# Your goal:
Once you find the line that contains "thumb tip: (925, 869)", write out that line and every line after it to the end of the records, exactly and with nothing else.

Skeletal landmark data
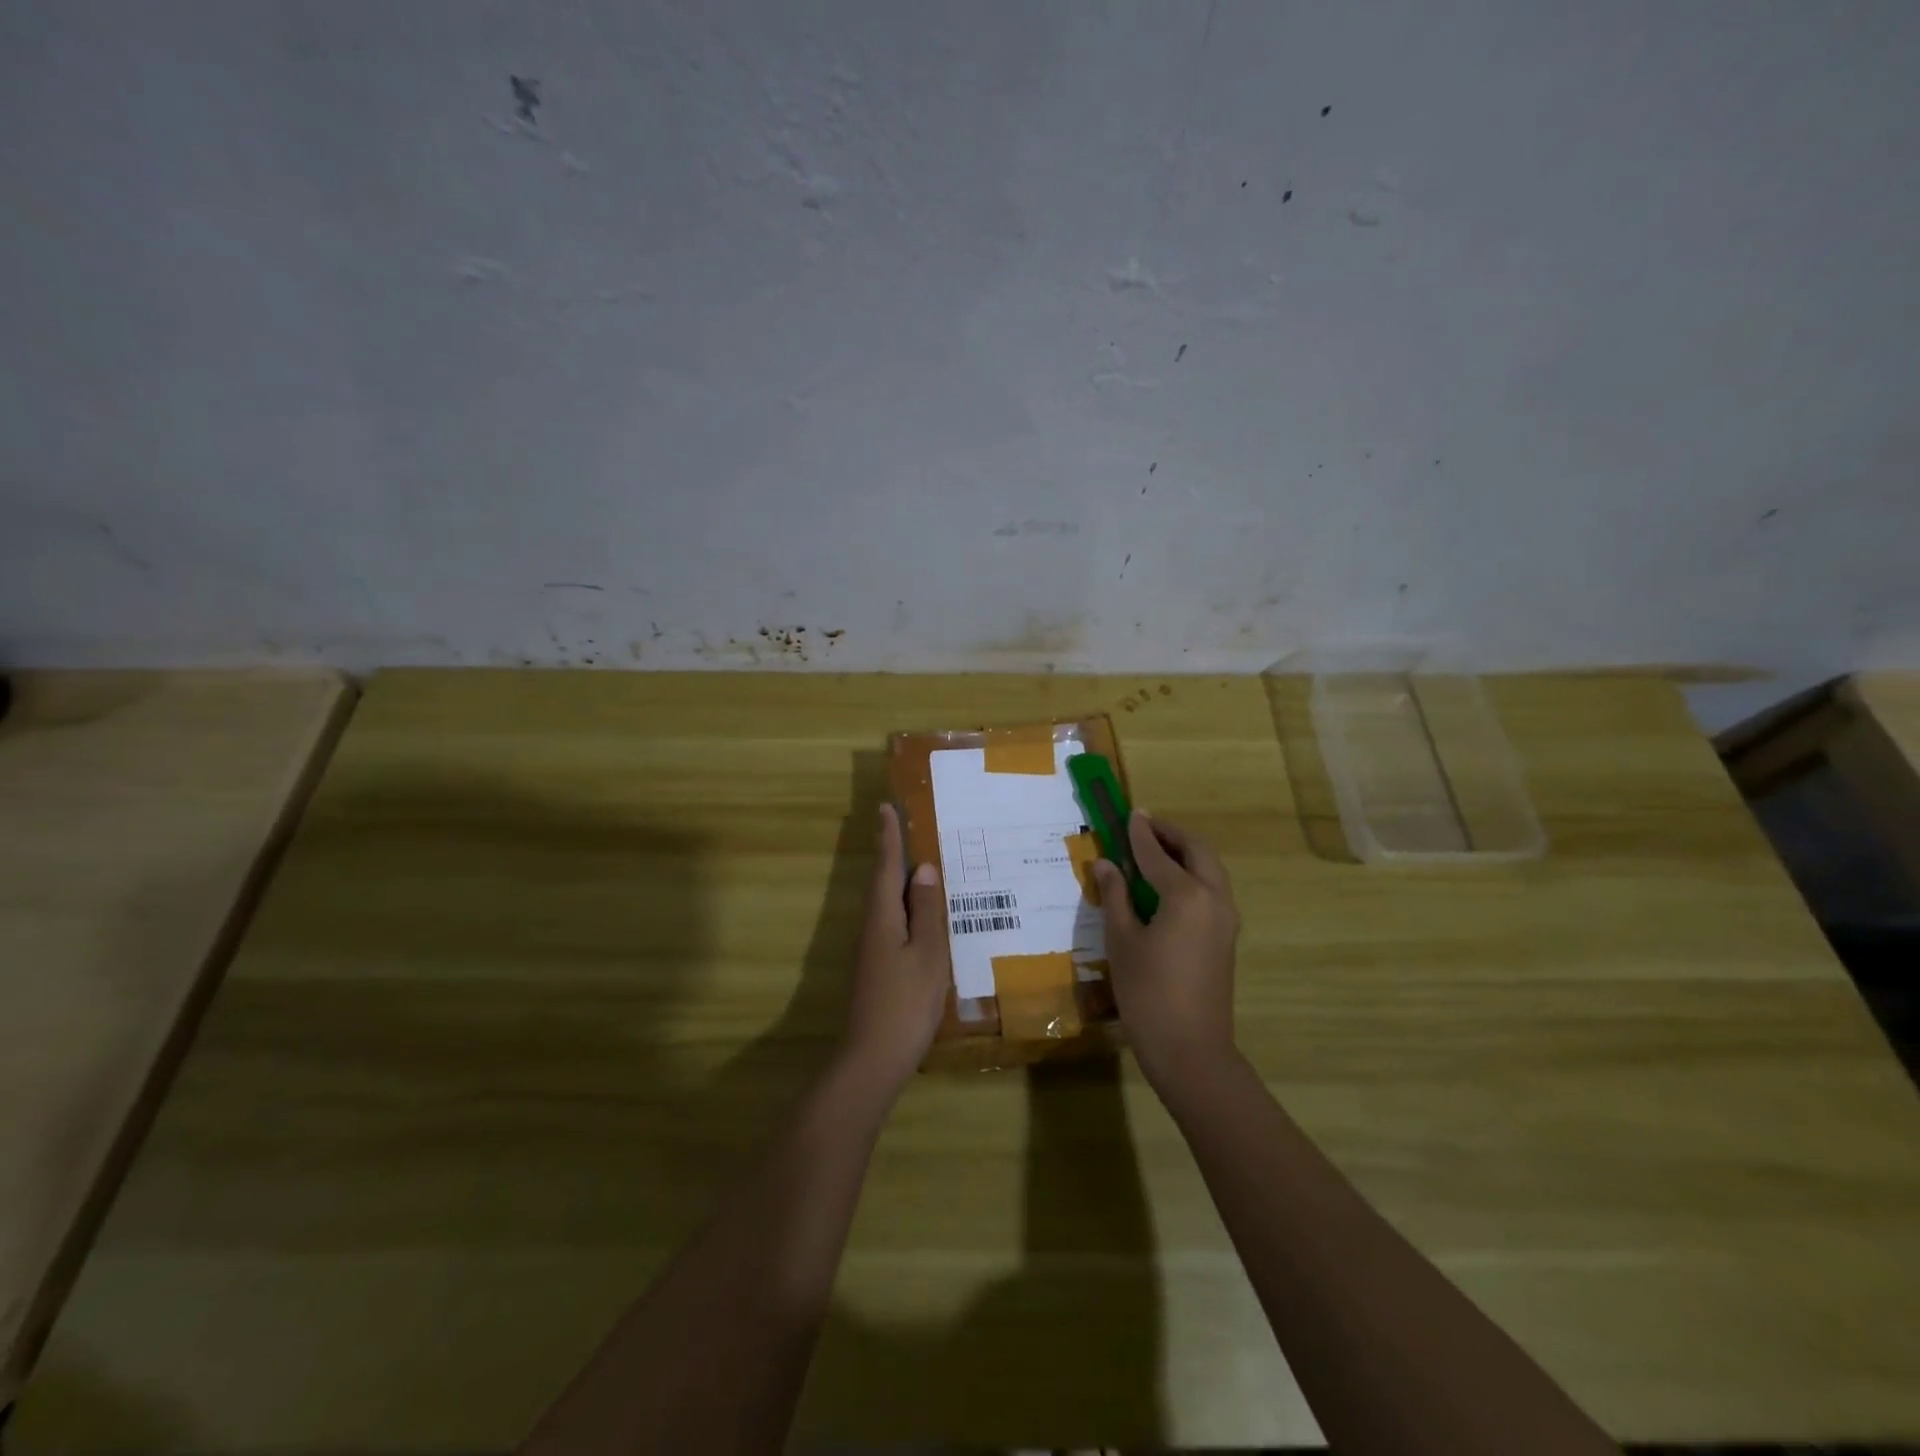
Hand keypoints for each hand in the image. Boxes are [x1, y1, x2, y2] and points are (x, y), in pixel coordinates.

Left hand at [837, 804, 949, 1096]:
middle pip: (882, 882)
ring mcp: (872, 950)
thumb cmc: (906, 1003)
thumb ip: (928, 912)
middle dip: (892, 853)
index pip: (887, 867)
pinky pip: (893, 923)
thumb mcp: (927, 954)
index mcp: (883, 917)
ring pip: (887, 904)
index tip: (885, 806)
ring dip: (899, 881)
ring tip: (921, 865)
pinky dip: (907, 908)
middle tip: (906, 827)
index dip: (888, 837)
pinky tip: (922, 916)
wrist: (873, 1059)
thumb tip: (925, 869)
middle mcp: (872, 927)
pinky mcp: (877, 968)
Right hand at [1093, 810, 1240, 1088]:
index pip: (1157, 854)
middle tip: (1144, 826)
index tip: (1129, 813)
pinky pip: (1211, 890)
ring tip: (1154, 850)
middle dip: (1171, 835)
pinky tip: (1167, 884)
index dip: (1139, 833)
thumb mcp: (1122, 941)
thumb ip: (1115, 896)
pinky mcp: (1226, 938)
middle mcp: (1214, 899)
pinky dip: (1192, 874)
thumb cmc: (1148, 993)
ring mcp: (1226, 919)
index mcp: (1187, 895)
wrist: (1191, 1050)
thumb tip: (1107, 864)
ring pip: (1210, 870)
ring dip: (1185, 853)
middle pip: (1197, 852)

# Task solution:
thumb tip: (925, 869)
middle mcp: (872, 927)
pinky mcp: (877, 968)
Right hand at [1093, 810, 1240, 1088]:
index pip: (1157, 854)
middle tip: (1144, 826)
index tip: (1129, 813)
pinky pip: (1211, 890)
ring tip: (1154, 850)
middle dip: (1171, 835)
pinky tip: (1167, 884)
index dip: (1139, 833)
thumb mcp: (1122, 941)
thumb ip: (1115, 896)
pinky mcp: (1226, 938)
middle mcp: (1214, 899)
pinky dip: (1192, 874)
thumb cmc: (1148, 993)
ring mcp: (1226, 919)
index mcp: (1187, 895)
wrist: (1191, 1050)
thumb tip: (1107, 864)
ring pip: (1210, 870)
ring dip: (1185, 853)
middle pip: (1197, 852)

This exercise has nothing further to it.